Most people, when they hear the word populist, will think of Marine Le Pen going mad about Muslim immigrants or a Ukipper saying he wouldn’t want an Albanian living next door. But yesterday we witnessed a different kind of populism: the deceptively right-on variety, which aims its black-and-white moralistic fury not at cash-starved people at the bottom of society, but at wealthy individuals at the top. The purveyor of populism this time was Margaret Hodge, panto queen of the Public Accounts Committee, her target was some HSBC suits, and it made for an unedifying spectacle.
Hodge has in recent years become Parliament’s poundshop Robespierre, a one-woman mopper-up of moral rot in the establishment, the purifier of the political realm. In her capacity as crusader-in-chief of the Public Safety Committee — I’m sorry, the Public Accounts Committee — she has barked at Google bosses, drugs companies and other corporate nasties. Yesterday it was the turn of various hapless HSBC staff, still reeling from those tax-dodging revelations, to feel the wrath of Hodge.
It was like a Twittermob made flesh, with Hodge and her MP footsoldiers melodramatically mocking those arranged before them. Rona Fairhead, the chairwoman of the BBC Trust who previously chaired HSBC’s audit committee, really got it in the neck. When she insisted she knew nothing about the tax shenanigans at HSBC, a virtually spluttering Hodge declared ‘I don’t believe you’ and then suggested Fairhead should resign from the Beeb because ‘I don’t think… you should be the guardian of the BBC licence fee payers’ money’. And if she refuses to fall on her, or rather on Hodge’s, sword, then she should be sacked, insisted a now quite emotional Hodge.
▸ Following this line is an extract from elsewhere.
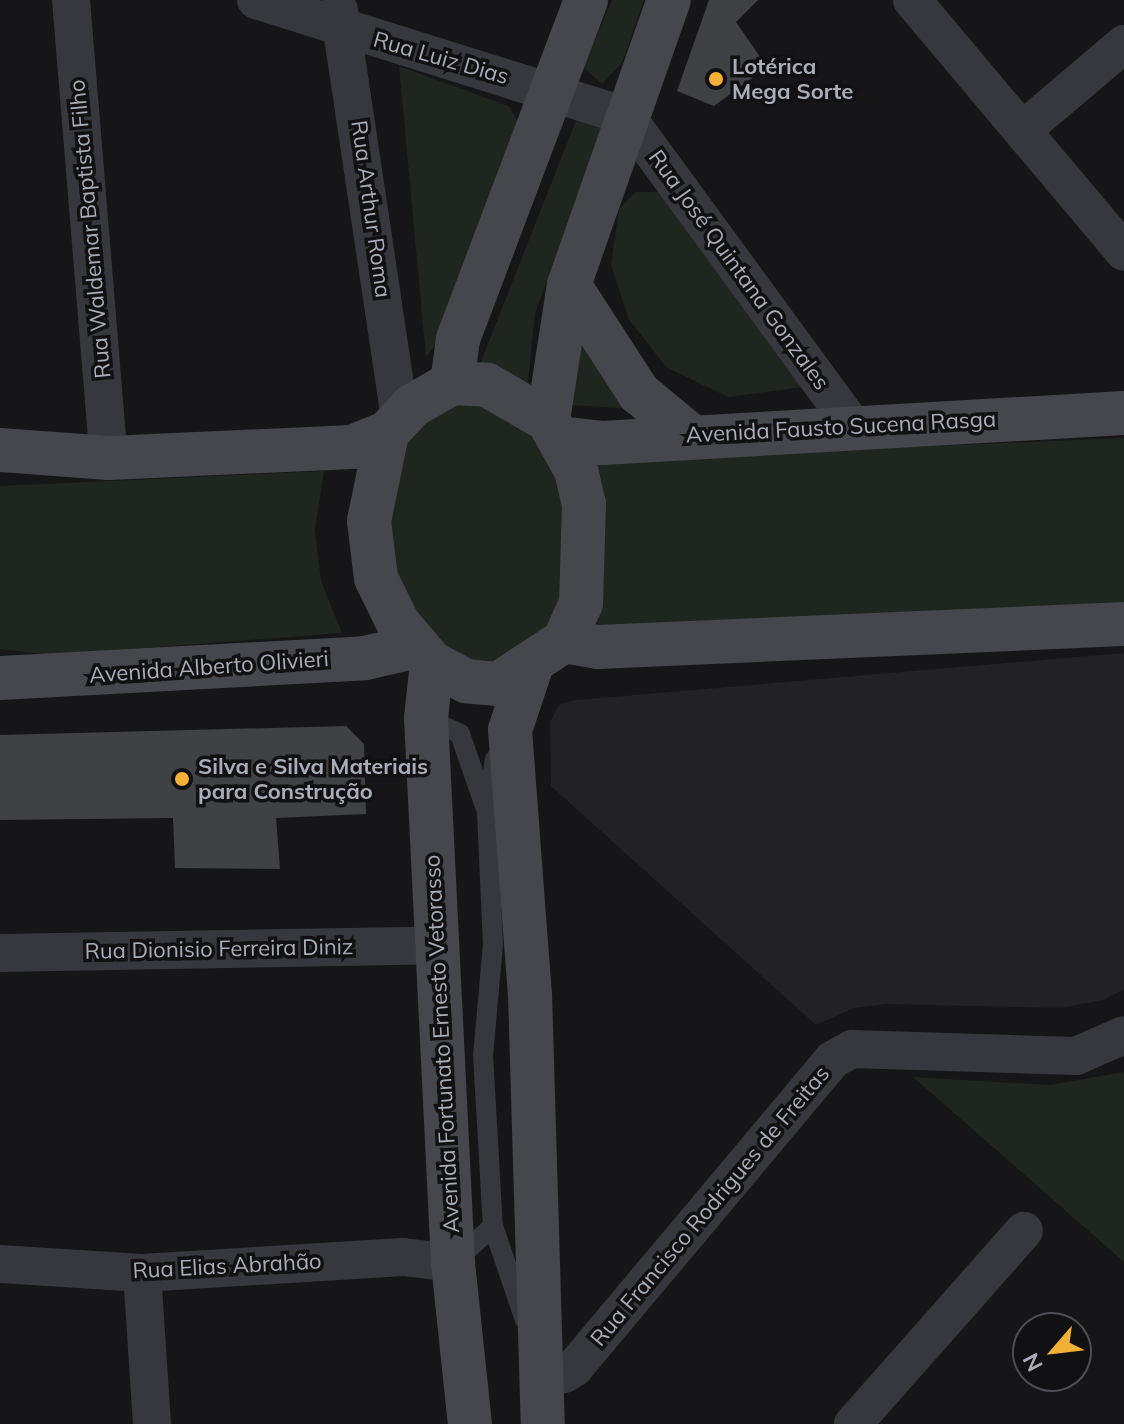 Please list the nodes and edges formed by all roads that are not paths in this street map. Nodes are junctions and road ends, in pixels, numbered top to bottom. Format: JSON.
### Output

To which the only appropriate response is: Who the hell does Hodge think she is? She doesn’t believe Fairhead’s claims and therefore Fairhead should be chucked out of her job? Did we all just die and wake up in the 15th century? Perhaps the purification committee should have dusted down an old ducking stool and bobbed Rona in the Thames a few times — that would have given as reliable a reading of her guilt or innocence as Hodge’s instincts, feelings, mystical powers of deduction.
Perhaps Hodge has recently been so busy titillating the chattering classes with her showboating showdowns with Evil Rich People that she hasn’t had a chance to catch up on the past 500 years of British history, where she might have discovered that it now takes rather more than one powerful person to demand the punishment of an alleged wrongdoer. The metamorphosis of Hodge from run-of-the-mill Labour MP into the Kingdom’s chief finger-jabber shows how incredibly important select committees have become in recent years. The more the Commons itself has become emptied of substance, with sixth-form-style shouting matches over caps and targets having long replaced that chamber’s one-time clashes over values and visions, the more committees have moved in to fill a political gap. Whether its Hodge haranguing rich folk, or Keith Vaz having a pop at the Murdochs, or Tom Watson getting his substantial rocks off against wicked tabloids, committee life has become a kind of alternative political realm, a place in which MPs can still feel purposeful, a simpler, cleaner moral zone that pitches spotless politicians (LOL) against some suspicious creature from the outside world. I experienced it myself at the Public Bill Committee, where, in 2013, I was invited to offer my views on the Same-Sex Marriage Bill. I said I didn’t think it was a great idea. I was subjected to half an hour of scoffing and groaning. At one point I had to tell them off for rolling their eyes, which I was always taught to think of as rude.